After “smoothing” the activations and weights, the function get_static_decoder_layer_scales
is used to collect the scales for the inputs and outputs of the linear layers, which will be used for quantizing the activations.
@torch.no_grad()
def get_static_decoder_layer_scales(model,
tokenizer,
dataset_path,
num_samples=512,
seq_len=512,
):
...
def stat_io_hook(m, x, y, name):
if isinstance(x, tuple):
x = x[0]
if name not in act_dict or "input" not in act_dict[name]:
act_dict[name]["input"] = x.detach().abs().max().item()
else:
act_dict[name]["input"] = max(
act_dict[name]["input"], x.detach().abs().max().item())
if isinstance(y, tuple):
y = y[0]
if name not in act_dict or "output" not in act_dict[name]:
act_dict[name]["output"] = y.detach().abs().max().item()
else:
act_dict[name]["output"] = max(
act_dict[name]["output"], y.detach().abs().max().item())
...
Register stat_io_hook
for all linear layers and collect the absolute maximum value across all elements in inputs and outputs activations.
Finally, the quantized model is generated with the following line:
int8_model = Int8OPTForCausalLM.from_float(model, decoder_layer_scales)
The from_float
function is recursively invoked on the submodules, resulting in a final set of quantized layers that include LayerNormQ
, W8A8B8O8LinearReLU
, and W8A8BFP32OFP32Linear
. Additionally, the quantized batched matrix multiplication operations are performed using BMM_S8T_S8N_F32T
and BMM_S8T_S8N_S8T.
These components will be discussed in detail in the subsequent blog on quantized kernels.
AWQ
AWQ shares many similarities with SmoothQuant, and the core quantization process is encapsulated in the function run_awq. This function can be broadly categorized into three main steps:
- Acquire decoder layers and calibration set;
- Determine scales for activations and weights, and apply them;
- Identify the clipping range for weights and implement it.

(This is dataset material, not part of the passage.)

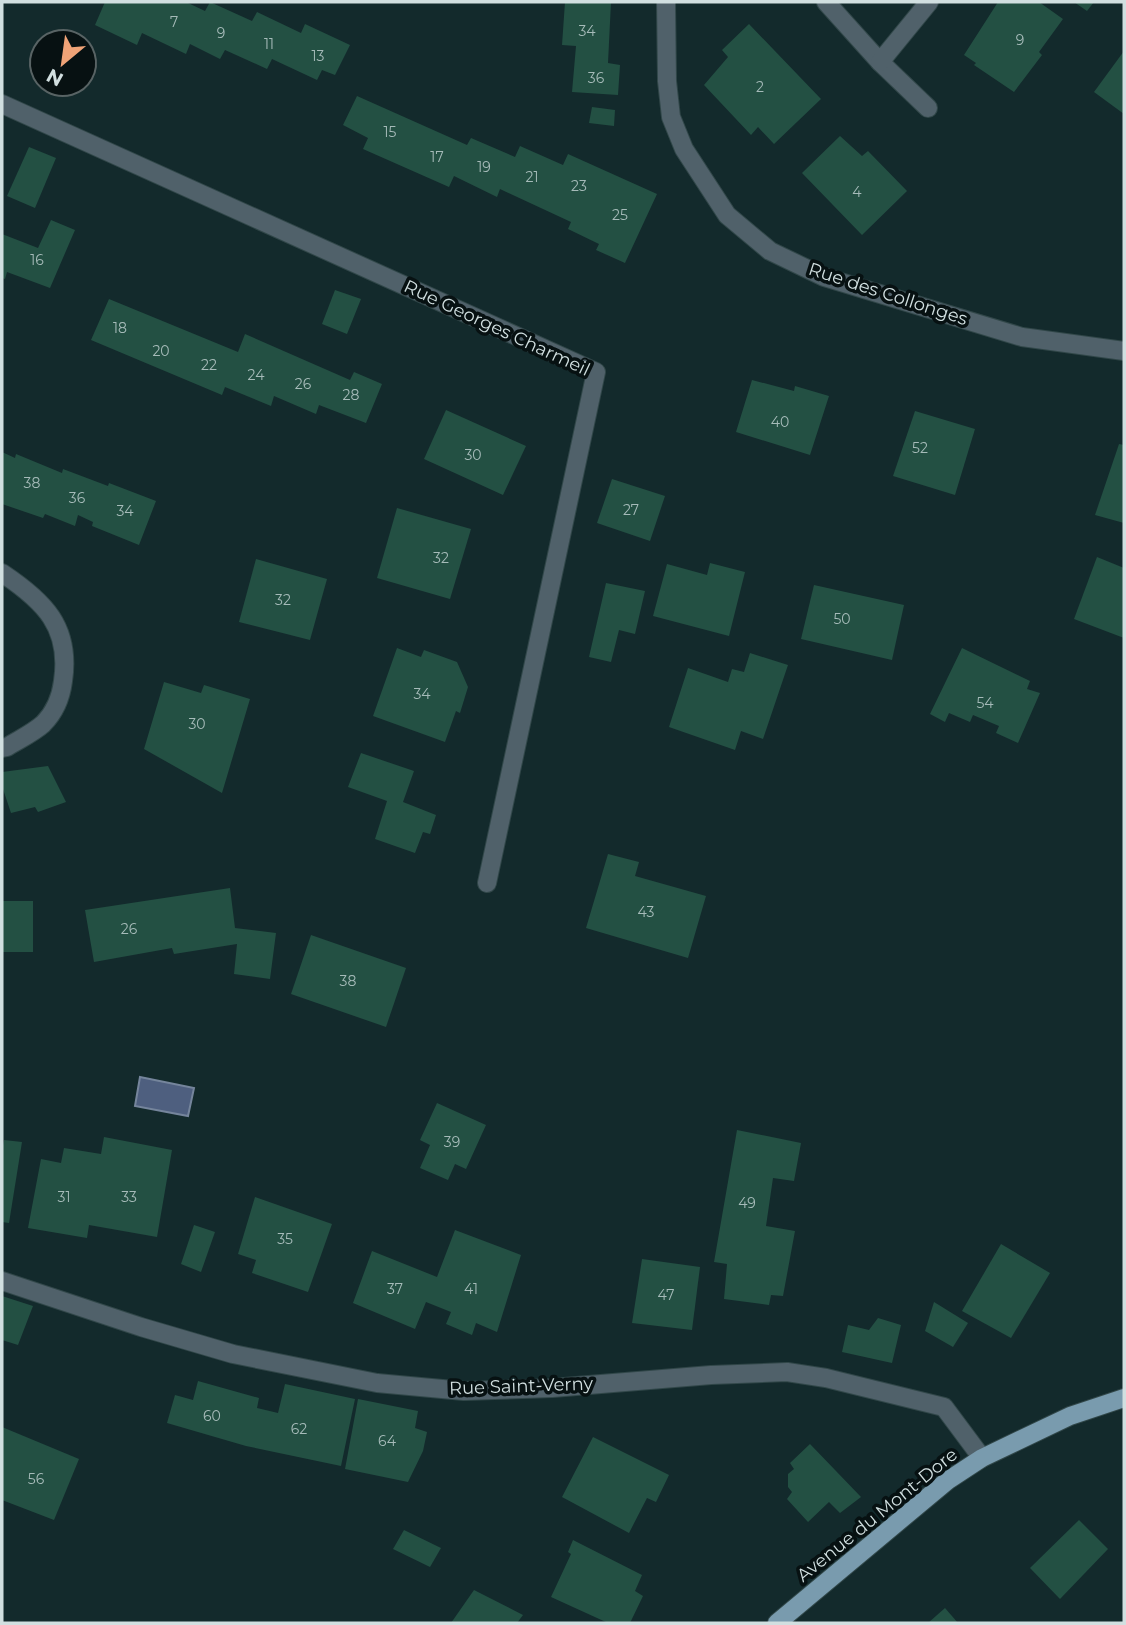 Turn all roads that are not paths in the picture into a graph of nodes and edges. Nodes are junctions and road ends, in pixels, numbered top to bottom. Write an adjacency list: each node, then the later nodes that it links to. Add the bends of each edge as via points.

The first part is self-explanatory, so let’s focus on the second part concerning scale determination.
Scaling
The function auto_scale_block
is central to finding scales, and within it, _search_module_scale
employs grid search to identify the optimal scale ratio. Let’s break down _search_module_scale
.
Initially, scales for weights and activations must be determined. The variable linears2scale
contains all linear layers to be quantized in this block for the same input activations. For instance, in self_attention
, the layers q_proj
, k_proj
, and v_proj
all operate on the same input.
Concatenating all linear weights allows us to find w_max
using get_weight_scale
. If q_group_size > 0
, weights are reshaped by [-1, q_group_size]
because each q_group_size
will share the same scales. Subsequently, weights are normalized to [0, 1]
and the mean is computed along the output channels as the weight base scale.

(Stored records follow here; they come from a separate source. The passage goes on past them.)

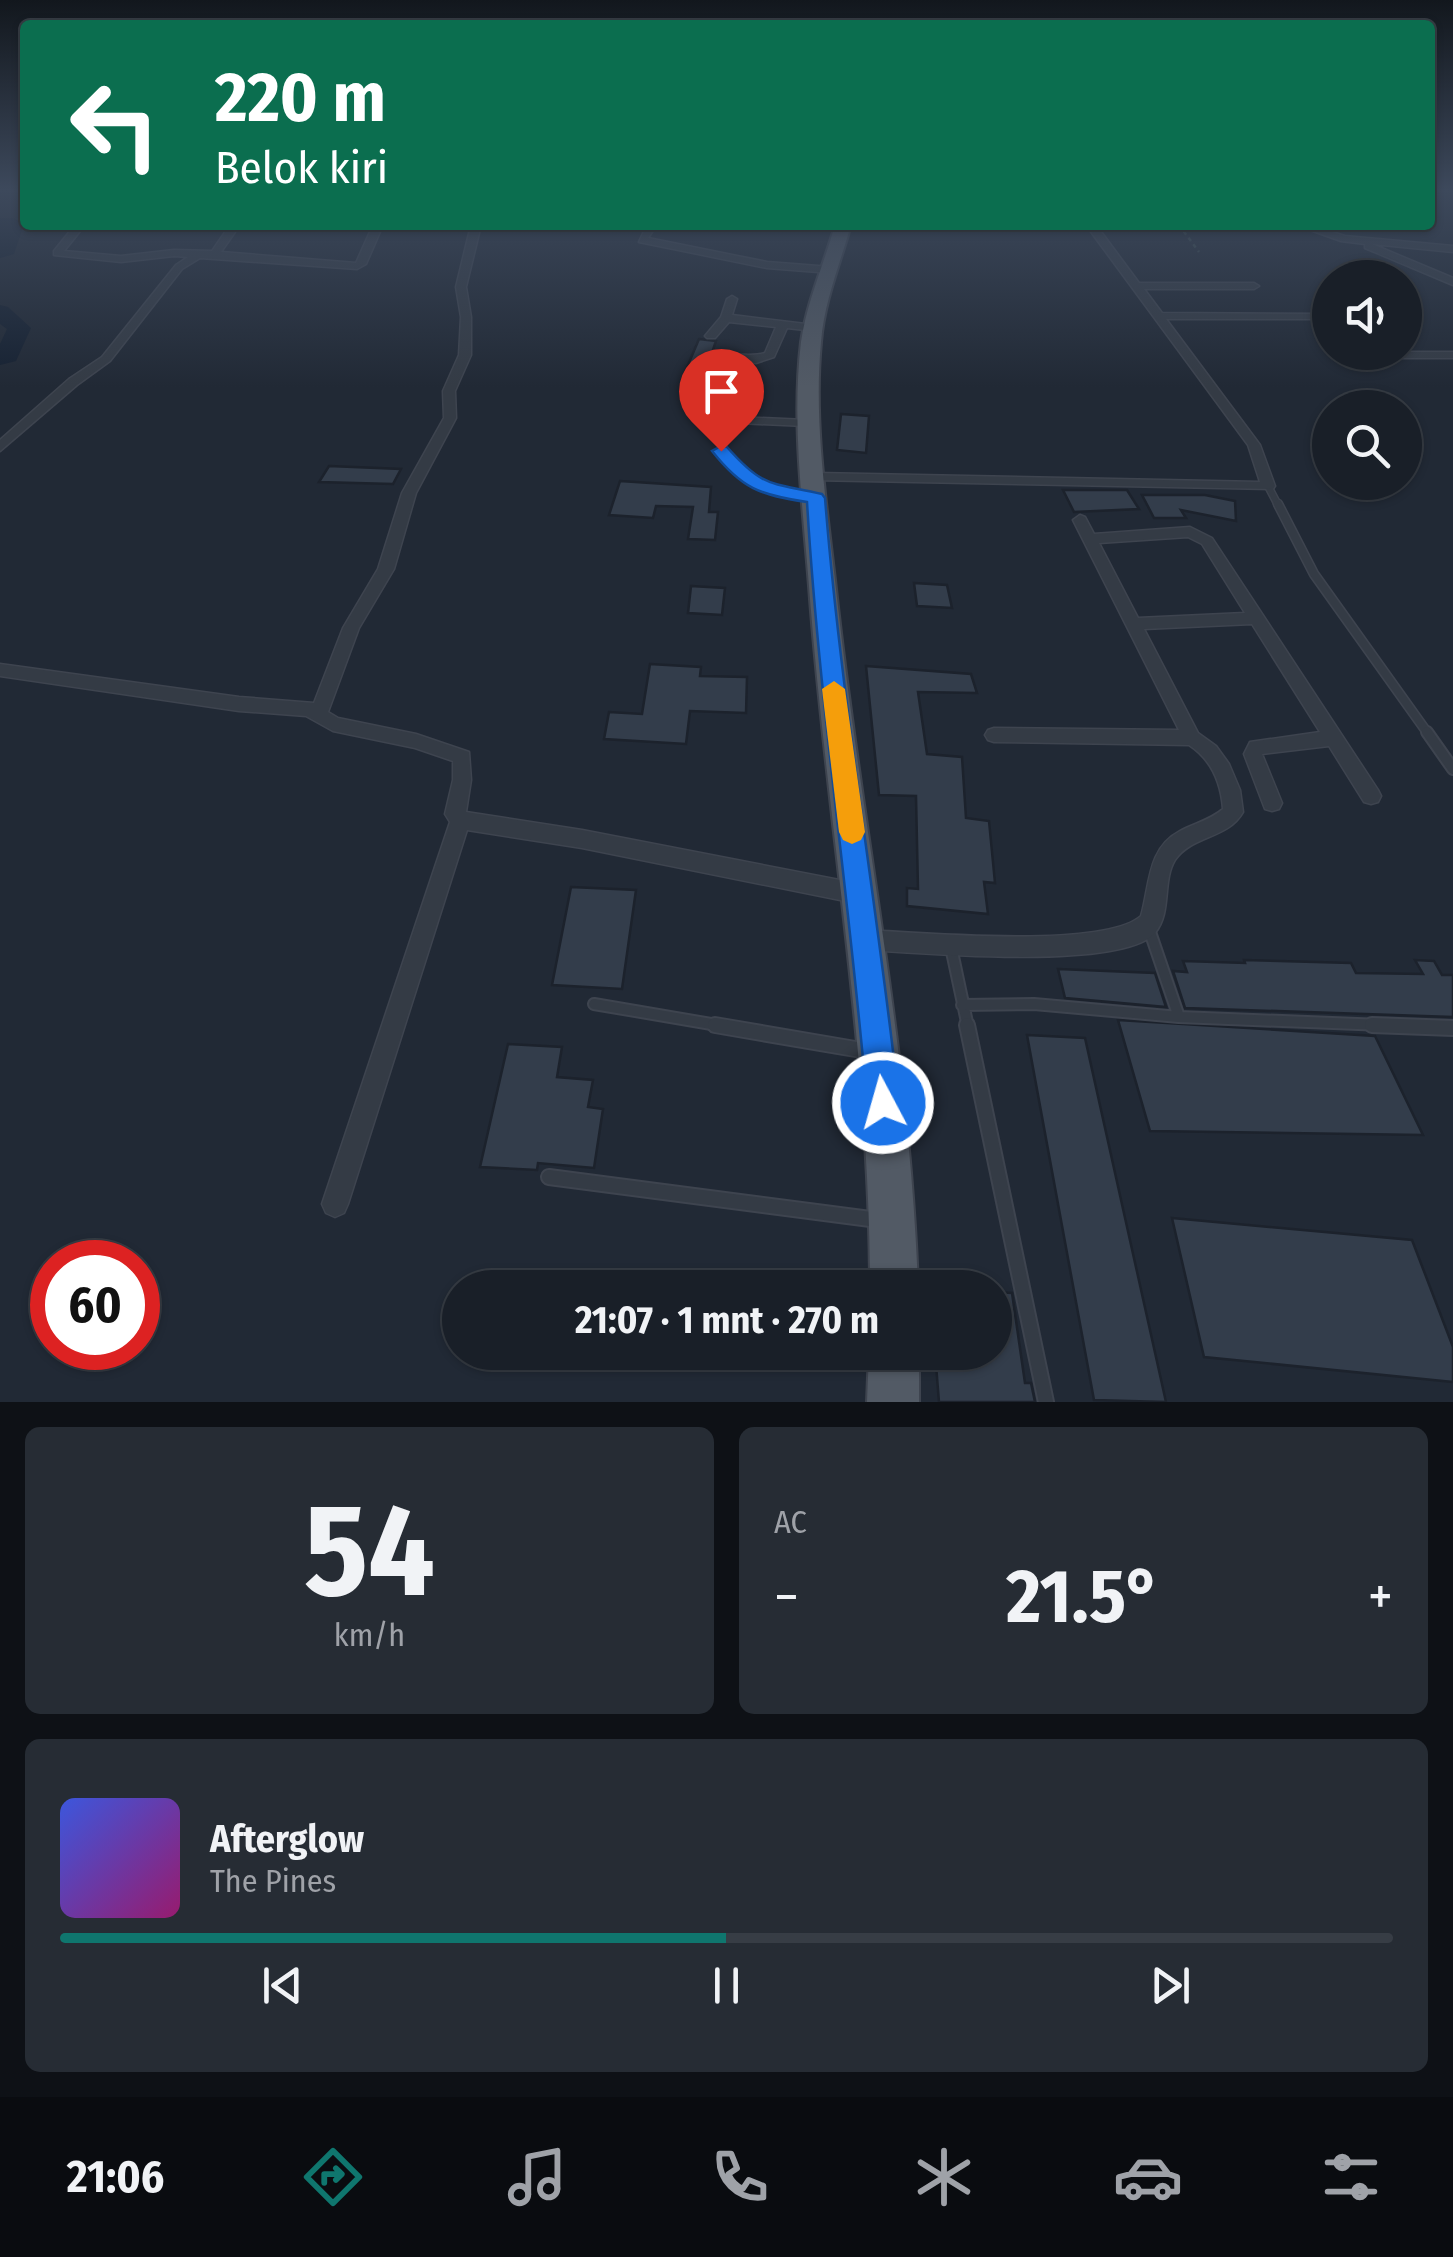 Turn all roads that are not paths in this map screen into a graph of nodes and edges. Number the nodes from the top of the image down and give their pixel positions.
1 (89, 256) edge
2 (149, 256) edge
3 (196, 256) edge
4 (244, 256) edge
5 (364, 256) edge
6 (468, 256) edge
7 (728, 256) edge
8 (835, 256) edge
9 (1114, 256) edge
10 (1393, 256) edge
11 (831, 270) junction
12 (1453, 282) edge
13 (1135, 286) junction
14 (1254, 286) dead end
15 (732, 298) dead end
16 (1158, 316) junction
17 (1312, 316) edge
18 (726, 318) junction
19 (799, 326) junction
20 (711, 336) dead end
21 (1422, 354) edge
22 (1453, 354) edge
23 (732, 358) dead end
24 (810, 423) junction
25 (0, 447) edge
26 (1268, 486) junction
27 (816, 488) junction
28 (1080, 520) dead end
29 (1090, 539) junction
30 (1256, 618) junction
31 (1133, 624) junction
32 (0, 670) edge
33 (318, 712) junction
34 (994, 735) dead end
35 (1192, 738) junction
36 (1335, 738) junction
37 (1453, 768) edge
38 (1371, 796) dead end
39 (1272, 803) dead end
40 (460, 820) junction
41 (860, 894) junction
42 (1148, 926) junction
43 (867, 940) junction
44 (950, 945) junction
45 (594, 1004) dead end
46 (962, 1005) junction
47 (1178, 1017) junction
48 (1453, 1028) edge
49 (878, 1052) junction
50 (549, 1177) dead end
51 (334, 1204) dead end
52 (895, 1222) junction
53 (894, 1270) edge
54 (894, 1370) edge
55 (894, 1402) edge
56 (1046, 1402) edge

1 - 2 street
3 - 25 street
4 - 5 street
6 - 33 street
7 - 11 street
8 - 11 main road
9 - 13 street
10 - 12 street
11 - 19 main road
13 - 14 street
13 - 16 street
15 - 18 street
16 - 17 street
16 - 26 street
18 - 19 street
18 - 20 street
19 - 23 street
19 - 24 main road
21 - 22 street
24 - 27 main road
24 - 27 lane
26 - 27 street
26 - 37 lane
27 - 41 main road
28 - 29 street
29 - 30 street
29 - 31 street
30 - 31 street
30 - 36 street
31 - 35 street
32 - 33 street
33 - 40 street
34 - 35 street
35 - 42 street
36 - 38 street
36 - 39 street
40 - 41 street
40 - 51 street
41 - 43 main road
42 - 44 street
42 - 47 lane
43 - 44 street
43 - 49 main road
44 - 46 lane
45 - 49 lane
46 - 47 lane
46 - 56 lane
47 - 48 lane
49 - 52 main road
50 - 52 lane
52 - 53 main road
54 - 55 main road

Finding the activation scale is straightforward, as there’s only one. The code snippet below illustrates this:
@torch.no_grad()
def get_act_scale(x):
return x.abs().view(-1, x.shape[-1]).mean(0)
@torch.no_grad()
def get_weight_scale(weight, q_group_size=-1):
org_shape = weight.shape
if q_group_size > 0:
weight = weight.view(-1, q_group_size)
scale = weight.abs() / weight.abs().amax(dim=1, keepdim=True)
scale = scale.view(org_shape)
scale = scale.mean(0)
return scale
# self attention as example
linear2scale = [module.self_attn.q_proj, module.self_attn.k_proj, module.self_attn.v_proj]
# w: co, ci
weight = torch.cat([_m.weight for _m in linears2scale], dim=0)
w_max = get_weight_scale(
weight, q_group_size=q_config.get("q_group_size", -1))

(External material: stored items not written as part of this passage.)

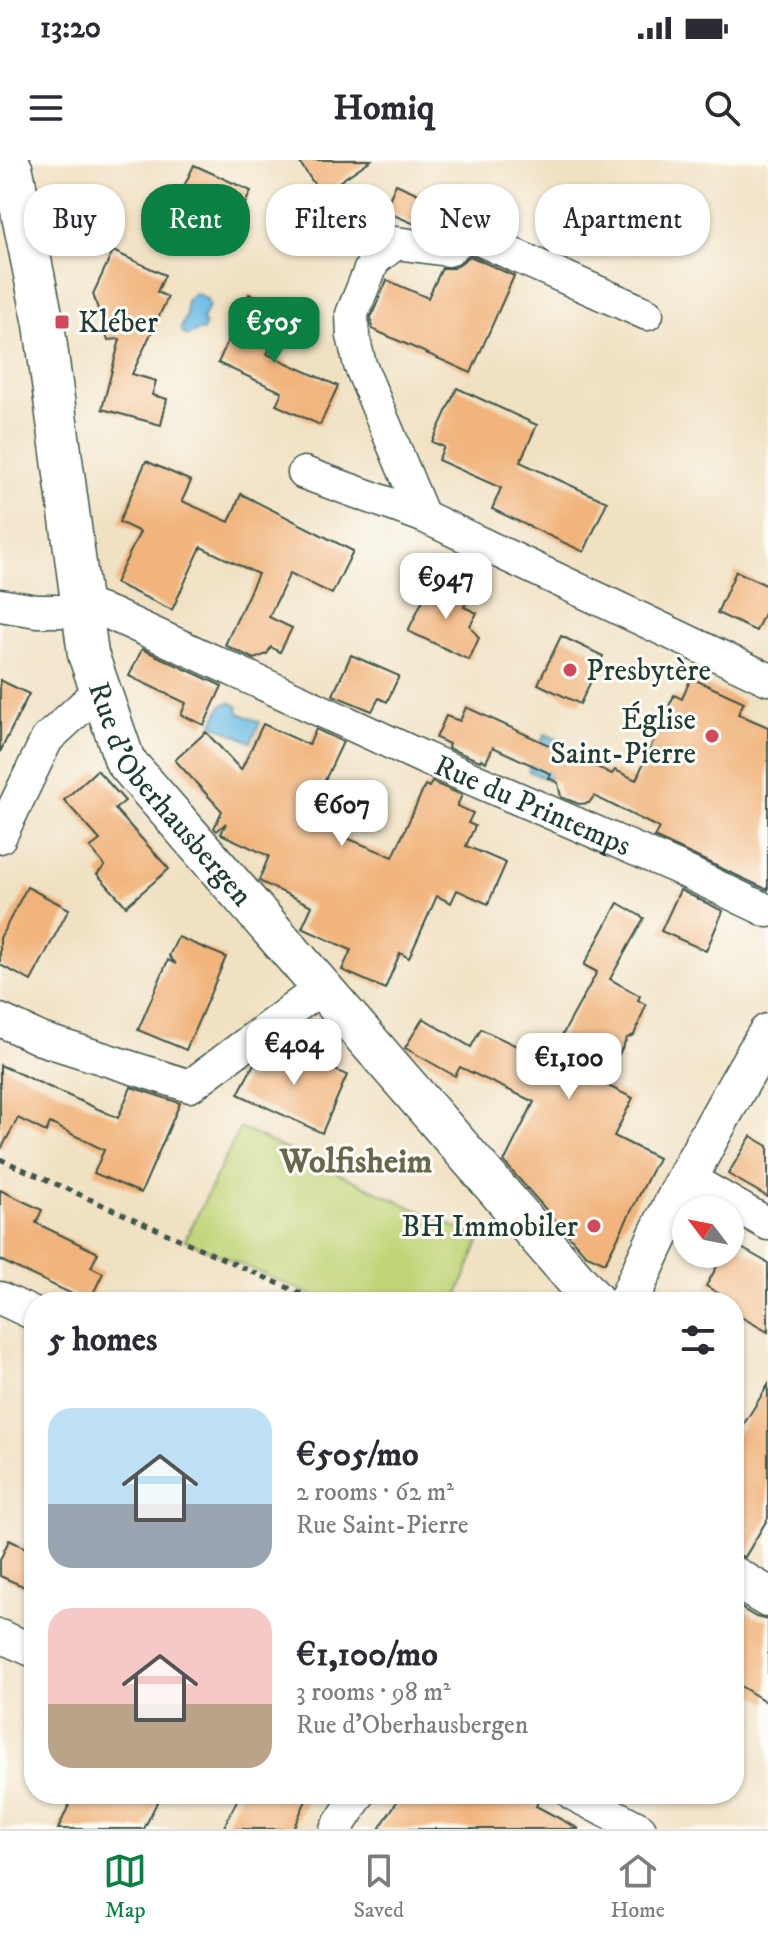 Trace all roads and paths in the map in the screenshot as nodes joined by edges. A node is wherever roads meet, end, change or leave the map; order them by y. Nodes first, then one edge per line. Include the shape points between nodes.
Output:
1 (8, 160) edge
2 (647, 314) dead end
3 (304, 473) dead end
4 (423, 516) junction
5 (0, 605) edge
6 (80, 607) junction
7 (768, 679) edge
8 (100, 690) junction
9 (0, 837) edge
10 (768, 911) edge
11 (322, 987) junction
12 (0, 1020) edge
13 (768, 1034) edge
14 (0, 1159) edge
15 (688, 1178) junction
16 (768, 1224) edge
17 (298, 1292) edge
18 (586, 1292) edge
19 (632, 1292) edge
20 (0, 1298) edge
21 (24, 1309) edge
22 (744, 1583) edge
23 (768, 1597) edge
24 (0, 1636) edge
25 (24, 1647) edge
26 (350, 1804) edge
27 (592, 1804) edge
28 (336, 1829) edge
29 (640, 1829) edge

1 - 6 main road, Rue d'Oberhausbergen via 44,324
2 - 4 street via 467,234 448,250 396,243 374,260 352,314 353,336
3 - 4 street
4 - 7 street
5 - 6 street via 37,611
6 - 8 main road, Rue d'Oberhausbergen
6 - 10 street, Rue du Printemps via 111,614
8 - 9 street via 47,739
8 - 11 main road, Rue d'Oberhausbergen via 125,761
11 - 12 street via 190,1086 41,1039
11 - 18 main road, Rue d'Oberhausbergen
13 - 15 main road
14 - 17 path
15 - 16 street
15 - 19 main road
20 - 21 street
22 - 23 main road
24 - 25 street
26 - 28 street
27 - 29 street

The final step involves a grid search for the best scales. The original output, org_out
, is obtained by invoking the forward
function of the original block for error measurement.
x = x.to(next(block.parameters()).device)
with torch.no_grad():
org_out = block(x, **kwargs)
if isinstance(org_out, tuple):
org_out = org_out[0]
A for-loop
iterates through all grid points, computing the corresponding scales
. The square root of the product of the max and min values serves as a form of geometric mean between these two extremes.
for ratio in range(n_grid):
ratio = ratio * 1 / n_grid
scales = (x_max.pow(ratio) / w_max.pow(1-ratio)
).clamp(min=1e-4).view(-1)
scales = scales / (scales.max() * scales.min()).sqrt()
To simulate the real computation process, weights are multiplied by scales and subjected to pseudo-quantization. Activations are divided by scales, which is equivalent to dividing the scales on new pseudo-quantized weights.
for fc in linears2scale:
fc.weight.mul_(scales.view(1, -1).to(fc.weight.device))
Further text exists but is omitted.